*** Begin section ***

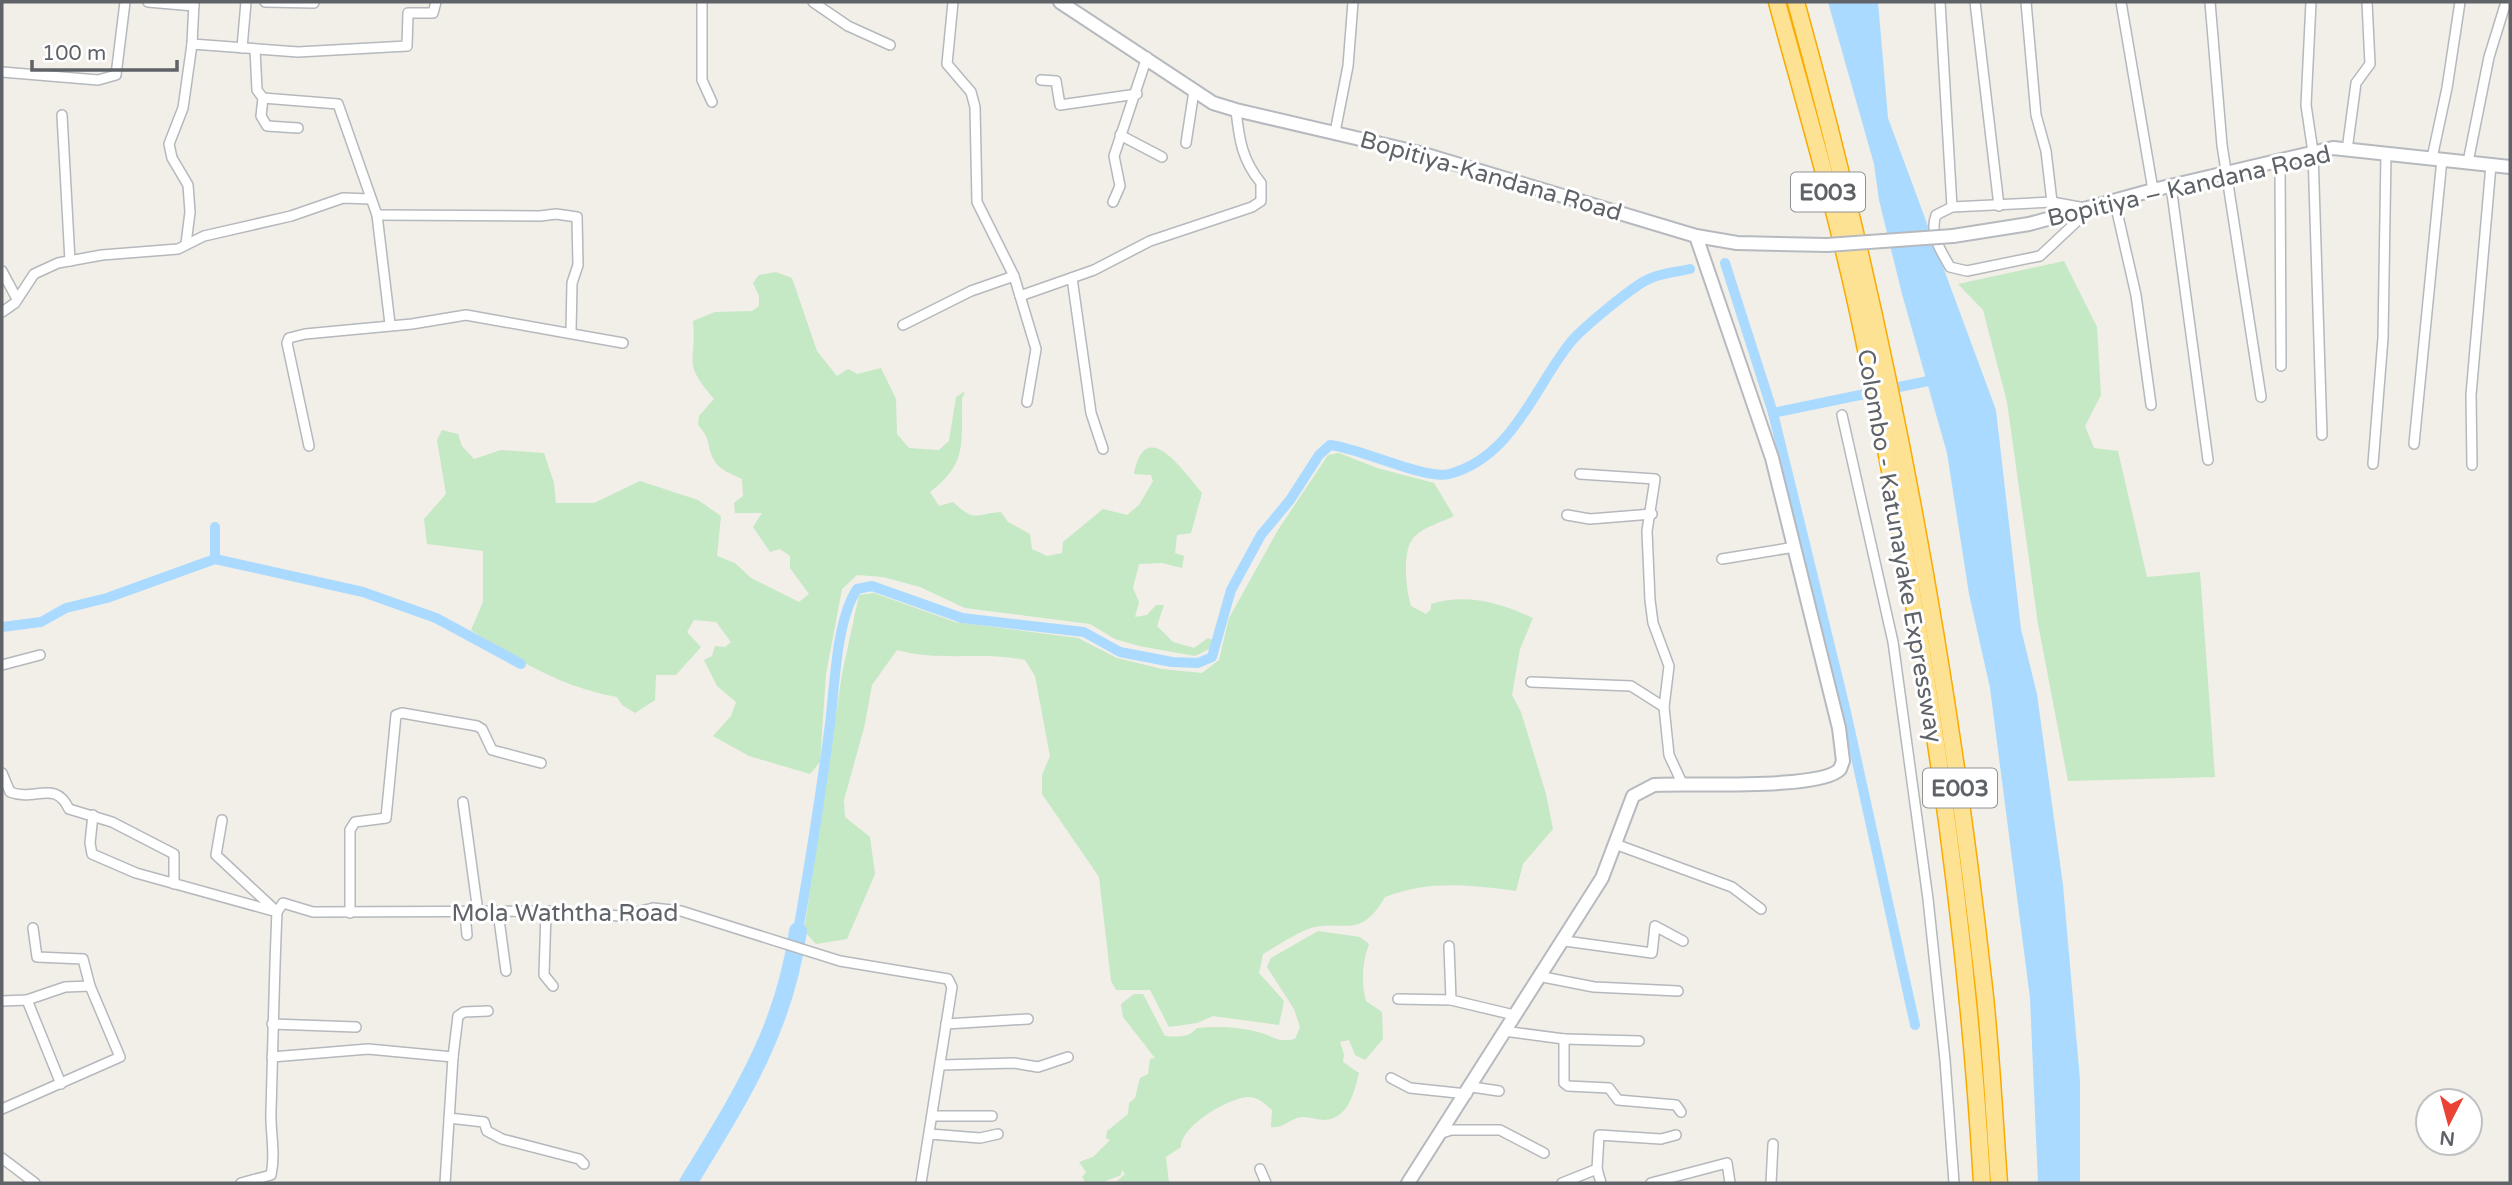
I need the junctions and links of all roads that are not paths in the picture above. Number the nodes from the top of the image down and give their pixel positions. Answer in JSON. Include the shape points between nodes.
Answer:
{"nodes":[{"id":1,"x":125,"y":2,"type":"edge"},
{"id":2,"x":148,"y":2,"type":"edge"},
{"id":3,"x":246,"y":2,"type":"edge"},
{"id":4,"x":265,"y":2,"type":"edge"},
{"id":5,"x":436,"y":2,"type":"edge"},
{"id":6,"x":702,"y":2,"type":"edge"},
{"id":7,"x":813,"y":2,"type":"edge"},
{"id":8,"x":953,"y":2,"type":"edge"},
{"id":9,"x":1059,"y":2,"type":"edge"},
{"id":10,"x":1353,"y":2,"type":"edge"},
{"id":11,"x":1777,"y":2,"type":"edge"},
{"id":12,"x":1796,"y":2,"type":"edge"},
{"id":13,"x":1940,"y":2,"type":"edge"},
{"id":14,"x":1975,"y":2,"type":"edge"},
{"id":15,"x":2026,"y":2,"type":"edge"},
{"id":16,"x":2121,"y":2,"type":"edge"},
{"id":17,"x":2210,"y":2,"type":"edge"},
{"id":18,"x":2311,"y":2,"type":"edge"},
{"id":19,"x":2367,"y":2,"type":"edge"},
{"id":20,"x":2460,"y":2,"type":"edge"},
{"id":21,"x":2506,"y":2,"type":"edge"},
{"id":22,"x":314,"y":3,"type":"edge"},
{"id":23,"x":194,"y":4,"type":"edge"},
{"id":24,"x":192,"y":44,"type":"junction"},
{"id":25,"x":890,"y":46,"type":"dead end"},
{"id":26,"x":242,"y":48,"type":"junction"},
{"id":27,"x":255,"y":49,"type":"junction"},
{"id":28,"x":1147,"y":57,"type":"junction"},
{"id":29,"x":2,"y":72,"type":"edge"},
{"id":30,"x":1041,"y":80,"type":"dead end"},
{"id":31,"x":1194,"y":91,"type":"junction"},
{"id":32,"x":1137,"y":94,"type":"junction"},
{"id":33,"x":263,"y":98,"type":"junction"},
{"id":34,"x":712,"y":102,"type":"dead end"},
{"id":35,"x":1236,"y":110,"type":"junction"},
{"id":36,"x":62,"y":115,"type":"dead end"},
{"id":37,"x":298,"y":128,"type":"dead end"},
{"id":38,"x":1335,"y":132,"type":"junction"},
{"id":39,"x":1120,"y":135,"type":"junction"},
{"id":40,"x":1186,"y":144,"type":"dead end"},
{"id":41,"x":2347,"y":150,"type":"junction"},
{"id":42,"x":2313,"y":152,"type":"junction"},
{"id":43,"x":2386,"y":153,"type":"junction"},
{"id":44,"x":1162,"y":157,"type":"dead end"},
{"id":45,"x":2437,"y":159,"type":"junction"},
{"id":46,"x":2280,"y":161,"type":"junction"},
{"id":47,"x":2468,"y":162,"type":"junction"},
{"id":48,"x":2491,"y":164,"type":"junction"},
{"id":49,"x":2510,"y":167,"type":"edge"},
{"id":50,"x":2227,"y":172,"type":"junction"},
{"id":51,"x":2171,"y":186,"type":"junction"},
{"id":52,"x":2153,"y":190,"type":"junction"},
{"id":53,"x":371,"y":199,"type":"junction"},
{"id":54,"x":1113,"y":202,"type":"dead end"},
{"id":55,"x":2052,"y":202,"type":"junction"},
{"id":56,"x":2115,"y":203,"type":"junction"},
{"id":57,"x":1999,"y":206,"type":"junction"},
{"id":58,"x":1952,"y":207,"type":"junction"},
{"id":59,"x":2090,"y":209,"type":"junction"},
{"id":60,"x":377,"y":215,"type":"junction"},
{"id":61,"x":1696,"y":236,"type":"junction"},
{"id":62,"x":1953,"y":236,"type":"joint"},
{"id":63,"x":186,"y":244,"type":"junction"},
{"id":64,"x":70,"y":261,"type":"junction"},
{"id":65,"x":2,"y":271,"type":"edge"},
{"id":66,"x":1014,"y":276,"type":"junction"},
{"id":67,"x":1072,"y":278,"type":"junction"},
{"id":68,"x":1020,"y":296,"type":"junction"},
{"id":69,"x":17,"y":299,"type":"junction"},
{"id":70,"x":2,"y":312,"type":"edge"},
{"id":71,"x":390,"y":324,"type":"junction"},
{"id":72,"x":904,"y":325,"type":"dead end"},
{"id":73,"x":570,"y":332,"type":"junction"},
{"id":74,"x":623,"y":343,"type":"dead end"},
{"id":75,"x":2281,"y":366,"type":"dead end"},
{"id":76,"x":2261,"y":397,"type":"dead end"},
{"id":77,"x":1027,"y":402,"type":"dead end"},
{"id":78,"x":2151,"y":405,"type":"dead end"},
{"id":79,"x":1842,"y":415,"type":"dead end"},
{"id":80,"x":2322,"y":435,"type":"dead end"},
{"id":81,"x":2414,"y":444,"type":"dead end"},
{"id":82,"x":309,"y":446,"type":"dead end"},
{"id":83,"x":1103,"y":449,"type":"dead end"},
{"id":84,"x":2208,"y":460,"type":"dead end"},
{"id":85,"x":2373,"y":464,"type":"dead end"},
{"id":86,"x":2472,"y":464,"type":"dead end"},
{"id":87,"x":1580,"y":474,"type":"dead end"},
{"id":88,"x":1567,"y":514,"type":"dead end"},
{"id":89,"x":1652,"y":514,"type":"junction"},
{"id":90,"x":1796,"y":547,"type":"junction"},
{"id":91,"x":1722,"y":559,"type":"dead end"},
{"id":92,"x":40,"y":655,"type":"dead end"},
{"id":93,"x":2,"y":665,"type":"edge"},
{"id":94,"x":1531,"y":682,"type":"dead end"},
{"id":95,"x":1664,"y":707,"type":"junction"},
{"id":96,"x":541,"y":763,"type":"dead end"},
{"id":97,"x":2,"y":773,"type":"edge"},
{"id":98,"x":1682,"y":783,"type":"junction"},
{"id":99,"x":463,"y":802,"type":"dead end"},
{"id":100,"x":93,"y":815,"type":"junction"},
{"id":101,"x":222,"y":820,"type":"dead end"},
{"id":102,"x":1615,"y":844,"type":"junction"},
{"id":103,"x":174,"y":884,"type":"junction"},
{"id":104,"x":1761,"y":909,"type":"dead end"},
{"id":105,"x":546,"y":911,"type":"junction"},
{"id":106,"x":276,"y":912,"type":"junction"},
{"id":107,"x":478,"y":912,"type":"junction"},
{"id":108,"x":498,"y":912,"type":"junction"},
{"id":109,"x":350,"y":913,"type":"junction"},
{"id":110,"x":465,"y":913,"type":"junction"},
{"id":111,"x":33,"y":928,"type":"dead end"},
{"id":112,"x":467,"y":935,"type":"dead end"},
{"id":113,"x":1565,"y":941,"type":"junction"},
{"id":114,"x":1683,"y":941,"type":"dead end"},
{"id":115,"x":1449,"y":946,"type":"dead end"},
{"id":116,"x":506,"y":971,"type":"dead end"},
{"id":117,"x":1543,"y":976,"type":"junction"},
{"id":118,"x":90,"y":986,"type":"junction"},
{"id":119,"x":552,"y":986,"type":"dead end"},
{"id":120,"x":1678,"y":990,"type":"dead end"},
{"id":121,"x":1398,"y":999,"type":"dead end"},
{"id":122,"x":27,"y":1000,"type":"junction"},
{"id":123,"x":1451,"y":1000,"type":"junction"},
{"id":124,"x":2,"y":1001,"type":"edge"},
{"id":125,"x":488,"y":1011,"type":"dead end"},
{"id":126,"x":1514,"y":1015,"type":"junction"},
{"id":127,"x":1028,"y":1019,"type":"dead end"},
{"id":128,"x":272,"y":1024,"type":"junction"},
{"id":129,"x":947,"y":1024,"type":"junction"},
{"id":130,"x":356,"y":1027,"type":"dead end"},
{"id":131,"x":1504,"y":1031,"type":"junction"},
{"id":132,"x":1564,"y":1039,"type":"junction"},
{"id":133,"x":1639,"y":1041,"type":"dead end"},
{"id":134,"x":272,"y":1057,"type":"junction"},
{"id":135,"x":453,"y":1057,"type":"junction"},
{"id":136,"x":1068,"y":1057,"type":"dead end"},
{"id":137,"x":941,"y":1065,"type":"junction"},
{"id":138,"x":1391,"y":1078,"type":"dead end"},
{"id":139,"x":61,"y":1084,"type":"junction"},
{"id":140,"x":1470,"y":1090,"type":"junction"},
{"id":141,"x":1499,"y":1091,"type":"dead end"},
{"id":142,"x":2,"y":1109,"type":"edge"},
{"id":143,"x":1681,"y":1112,"type":"dead end"},
{"id":144,"x":933,"y":1116,"type":"junction"},
{"id":145,"x":992,"y":1116,"type":"dead end"},
{"id":146,"x":449,"y":1118,"type":"junction"},
{"id":147,"x":930,"y":1134,"type":"junction"},
{"id":148,"x":998,"y":1134,"type":"dead end"},
{"id":149,"x":1439,"y":1134,"type":"junction"},
{"id":150,"x":1676,"y":1135,"type":"dead end"},
{"id":151,"x":1773,"y":1144,"type":"dead end"},
{"id":152,"x":1544,"y":1153,"type":"dead end"},
{"id":153,"x":2,"y":1158,"type":"edge"},
{"id":154,"x":584,"y":1164,"type":"dead end"},
{"id":155,"x":1260,"y":1169,"type":"dead end"},
{"id":156,"x":1597,"y":1169,"type":"junction"},
{"id":157,"x":35,"y":1183,"type":"edge"},
{"id":158,"x":241,"y":1183,"type":"edge"},
{"id":159,"x":444,"y":1183,"type":"edge"},
{"id":160,"x":921,"y":1183,"type":"edge"},
{"id":161,"x":1266,"y":1183,"type":"edge"},
{"id":162,"x":1408,"y":1183,"type":"edge"},
{"id":163,"x":1562,"y":1183,"type":"edge"},
{"id":164,"x":1601,"y":1183,"type":"edge"},
{"id":165,"x":1651,"y":1183,"type":"edge"},
{"id":166,"x":1730,"y":1183,"type":"edge"},
{"id":167,"x":1771,"y":1183,"type":"edge"},
{"id":168,"x":1954,"y":1183,"type":"edge"},
{"id":169,"x":1982,"y":1183,"type":"edge"},
{"id":170,"x":1999,"y":1183,"type":"edge"}],
"edges":[{"from":1,"to":29,"type":"street","via":[[116,75],[98,80]]},
{"from":2,"to":23,"type":"street"},
{"from":3,"to":26,"type":"street"},
{"from":4,"to":22,"type":"street"},
{"from":5,"to":27,"type":"street","via":[[433,13],[408,13],[407,46],[298,52]]},
{"from":6,"to":34,"type":"street","via":[[702,80]]},
{"from":7,"to":25,"type":"street"},
{"from":8,"to":66,"type":"street","via":[[947,64],[971,93],[975,107],[977,202]]},
{"from":9,"to":28,"type":"street","name":"Bopitiya-Kandana Road"},
{"from":10,"to":38,"type":"street","via":[[1348,66]]},
{"from":11,"to":169,"type":"highway","name":"Colombo - Katunayake Expressway","number":"E003","via":[[1836,223],[1912,588],[1951,850]]},
{"from":12,"to":170,"type":"highway","name":"Colombo - Katunayake Expressway","number":"E003","via":[[1891,388],[1936,627],[1984,982]]},
{"from":13,"to":58,"type":"street"},
{"from":14,"to":57,"type":"street"},
{"from":15,"to":55,"type":"street","via":[[2036,115]]},
{"from":16,"to":52,"type":"street"},
{"from":17,"to":50,"type":"street"},
{"from":18,"to":42,"type":"street","via":[[2306,105]]},
{"from":19,"to":41,"type":"street","via":[[2370,64],[2356,83]]},
{"from":20,"to":45,"type":"street"},
{"from":21,"to":47,"type":"street","via":[[2489,57]]},
{"from":23,"to":24,"type":"street"},
{"from":24,"to":26,"type":"street"},
{"from":24,"to":63,"type":"street","via":[[183,108],[169,144],[188,185]]},
{"from":26,"to":27,"type":"street"},
{"from":27,"to":33,"type":"street","via":[[257,90]]},
{"from":28,"to":31,"type":"street","name":"Bopitiya-Kandana Road"},
{"from":28,"to":32,"type":"street"},
{"from":30,"to":32,"type":"street","via":[[1056,81],[1060,105]]},
{"from":31,"to":35,"type":"street","name":"Bopitiya-Kandana Road"},
{"from":31,"to":40,"type":"street"},
{"from":32,"to":39,"type":"street"},
{"from":33,"to":37,"type":"street","via":[[261,117],[267,126]]},
{"from":33,"to":53,"type":"street","via":[[338,104]]},
{"from":35,"to":38,"type":"street","name":"Bopitiya-Kandana Road"},
{"from":35,"to":67,"type":"street","via":[[1239,143],[1249,169],[1261,183],[1261,201],[1150,241]]},
{"from":36,"to":64,"type":"street"},
{"from":38,"to":61,"type":"street","name":"Bopitiya-Kandana Road"},
{"from":39,"to":44,"type":"street"},
{"from":39,"to":54,"type":"street","via":[[1114,156],[1120,186]]},
{"from":41,"to":42,"type":"street","name":"Bopitiya – Kandana Road"},
{"from":41,"to":43,"type":"street","name":"Bopitiya – Kandana Road"},
{"from":42,"to":46,"type":"street","name":"Bopitiya – Kandana Road"},
{"from":42,"to":80,"type":"street"},
{"from":43,"to":45,"type":"street","name":"Bopitiya – Kandana Road"},
{"from":43,"to":85,"type":"street","via":[[2383,338]]},
{"from":45,"to":47,"type":"street","name":"Bopitiya – Kandana Road"},
{"from":45,"to":81,"type":"street"},
{"from":46,"to":50,"type":"street","name":"Bopitiya – Kandana Road"},
{"from":46,"to":75,"type":"street"},
{"from":47,"to":48,"type":"street","name":"Bopitiya – Kandana Road"},
{"from":48,"to":49,"type":"street","name":"Bopitiya – Kandana Road"},
{"from":48,"to":86,"type":"street","via":[[2471,396]]},
{"from":50,"to":51,"type":"street","name":"Bopitiya – Kandana Road"},
{"from":50,"to":76,"type":"street"},
{"from":51,"to":52,"type":"street","name":"Bopitiya – Kandana Road"},
{"from":51,"to":84,"type":"street"},
{"from":52,"to":56,"type":"street","name":"Bopitiya – Kandana Road"},
{"from":53,"to":60,"type":"street"},
{"from":53,"to":63,"type":"street","via":[[343,198]]},
{"from":55,"to":57,"type":"street"},
{"from":55,"to":59,"type":"street"},
{"from":56,"to":59,"type":"street","name":"Bopitiya – Kandana Road"},
{"from":56,"to":78,"type":"street","via":[[2136,295]]},
{"from":57,"to":58,"type":"street"},
{"from":58,"to":59,"type":"street","via":[[1936,215],[1932,225],[1950,267],[1967,271],[2040,256]]},
{"from":59,"to":62,"type":"street","name":"Bopitiya – Kandana Road"},
{"from":60,"to":71,"type":"street"},
{"from":60,"to":73,"type":"street","via":[[577,217],[578,265]]},
{"from":61,"to":62,"type":"street","name":"Bopitiya-Kandana Road","bridge":true,"via":[[1737,243],[1827,245]]},
{"from":61,"to":90,"type":"street","via":[[1764,433]]},
{"from":63,"to":64,"type":"street","via":[[170,250]]},
{"from":64,"to":69,"type":"street","via":[[34,274]]},
{"from":65,"to":69,"type":"street"},
{"from":66,"to":68,"type":"street"},
{"from":66,"to":72,"type":"street","via":[[971,291]]},
{"from":67,"to":68,"type":"street"},
{"from":67,"to":83,"type":"street","via":[[1091,413]]},
{"from":68,"to":77,"type":"street","via":[[1036,349]]},
{"from":69,"to":70,"type":"street"},
{"from":71,"to":73,"type":"street","via":[[466,315]]},
{"from":71,"to":82,"type":"street","via":[[289,338]]},
{"from":73,"to":74,"type":"street"},
{"from":79,"to":168,"type":"street","via":[[1893,642],[1928,900]]},
{"from":87,"to":89,"type":"street","via":[[1654,479]]},
{"from":88,"to":89,"type":"street","via":[[1590,519]]},
{"from":89,"to":95,"type":"street","via":[[1647,531],[1650,600],[1669,666]]},
{"from":90,"to":91,"type":"street"},
{"from":90,"to":98,"type":"street","via":[[1839,728],[1840,769],[1835,775],[1812,779]]},
{"from":92,"to":93,"type":"street"},
{"from":94,"to":95,"type":"street","via":[[1631,686]]},
{"from":95,"to":98,"type":"street","via":[[1669,755]]},
{"from":96,"to":109,"type":"street","via":[[492,750],[477,726],[396,715],[386,818],[355,822],[350,830]]},
{"from":97,"to":100,"type":"street","via":[[10,792],[57,793],[69,809]]},
{"from":98,"to":102,"type":"street","via":[[1638,791]]},
{"from":99,"to":107,"type":"street"},
{"from":100,"to":103,"type":"street","via":[[174,854]]},
{"from":100,"to":103,"type":"street","via":[[92,854]]},
{"from":101,"to":106,"type":"street","via":[[216,855]]},
{"from":102,"to":104,"type":"street","via":[[1732,887]]},
{"from":102,"to":113,"type":"street","via":[[1602,878]]},
{"from":103,"to":106,"type":"street"},
{"from":105,"to":108,"type":"street","name":"Mola Waththa Road"},
{"from":105,"to":119,"type":"street","via":[[544,975]]},
{"from":105,"to":129,"type":"street","name":"Mola Waththa Road","via":[[621,916],[653,908],[681,911],[794,948],[889,972],[948,979],[952,987]]},
{"from":106,"to":109,"type":"street","name":"Mola Waththa Road","via":[[283,903],[313,912]]},
{"from":106,"to":128,"type":"street"},
{"from":107,"to":108,"type":"street","name":"Mola Waththa Road"},
{"from":107,"to":110,"type":"street","name":"Mola Waththa Road"},
{"from":108,"to":116,"type":"street"},
{"from":109,"to":110,"type":"street","name":"Mola Waththa Road"},
{"from":110,"to":112,"type":"street"},
{"from":111,"to":118,"type":"street","via":[[37,957],[83,958]]},
{"from":113,"to":114,"type":"street","via":[[1652,953],[1655,926]]},
{"from":113,"to":117,"type":"street"},
{"from":115,"to":123,"type":"street"},
{"from":117,"to":120,"type":"street","via":[[1594,987]]},
{"from":117,"to":126,"type":"street"},
{"from":118,"to":122,"type":"street","via":[[65,986]]},
{"from":118,"to":139,"type":"street","via":[[120,1058]]},
{"from":121,"to":123,"type":"street"},
{"from":122,"to":124,"type":"street"},
{"from":122,"to":139,"type":"street"},
{"from":123,"to":126,"type":"street"},
{"from":125,"to":135,"type":"street","via":[[458,1016]]},
{"from":126,"to":131,"type":"street"},
{"from":127,"to":129,"type":"street"},
{"from":128,"to":130,"type":"street"},
{"from":128,"to":134,"type":"street"},
{"from":129,"to":137,"type":"street","name":"Mola Waththa Road"},
{"from":131,"to":132,"type":"street"},
{"from":131,"to":140,"type":"street"},
{"from":132,"to":133,"type":"street"},
{"from":132,"to":143,"type":"street","via":[[1564,1083],[1568,1086],[1609,1088],[1618,1100],[1676,1105]]},
{"from":134,"to":135,"type":"street","via":[[368,1049]]},
{"from":134,"to":158,"type":"street","via":[[271,1175]]},
{"from":135,"to":146,"type":"street"},
{"from":136,"to":137,"type":"street","via":[[1038,1067],[1014,1063]]},
{"from":137,"to":144,"type":"street","name":"Mola Waththa Road"},
{"from":138,"to":140,"type":"street","via":[[1410,1088]]},
{"from":139,"to":142,"type":"street"},
{"from":140,"to":141,"type":"street"},
{"from":140,"to":149,"type":"street"},
{"from":144,"to":145,"type":"street"},
{"from":144,"to":147,"type":"street","name":"Mola Waththa Road"},
{"from":146,"to":154,"type":"street","via":[[484,1122],[487,1131],[502,1139]]},
{"from":146,"to":159,"type":"street"},
{"from":147,"to":148,"type":"street","via":[[980,1138]]},
{"from":147,"to":160,"type":"street","name":"Mola Waththa Road"},
{"from":149,"to":152,"type":"street","via":[[1500,1130]]},
{"from":149,"to":162,"type":"street"},
{"from":150,"to":156,"type":"street","via":[[1661,1139],[1599,1135]]},
{"from":151,"to":167,"type":"street"},
{"from":153,"to":157,"type":"street"},
{"from":155,"to":161,"type":"street"},
{"from":156,"to":163,"type":"street"},
{"from":156,"to":164,"type":"street"},
{"from":165,"to":166,"type":"street","via":[[1727,1163]]}]}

*** End section ***

## Prompt
Reproduce every line above containing "highway".

## Answer for this exercise
{"from":11,"to":169,"type":"highway","name":"Colombo - Katunayake Expressway","number":"E003","via":[[1836,223],[1912,588],[1951,850]]},
{"from":12,"to":170,"type":"highway","name":"Colombo - Katunayake Expressway","number":"E003","via":[[1891,388],[1936,627],[1984,982]]},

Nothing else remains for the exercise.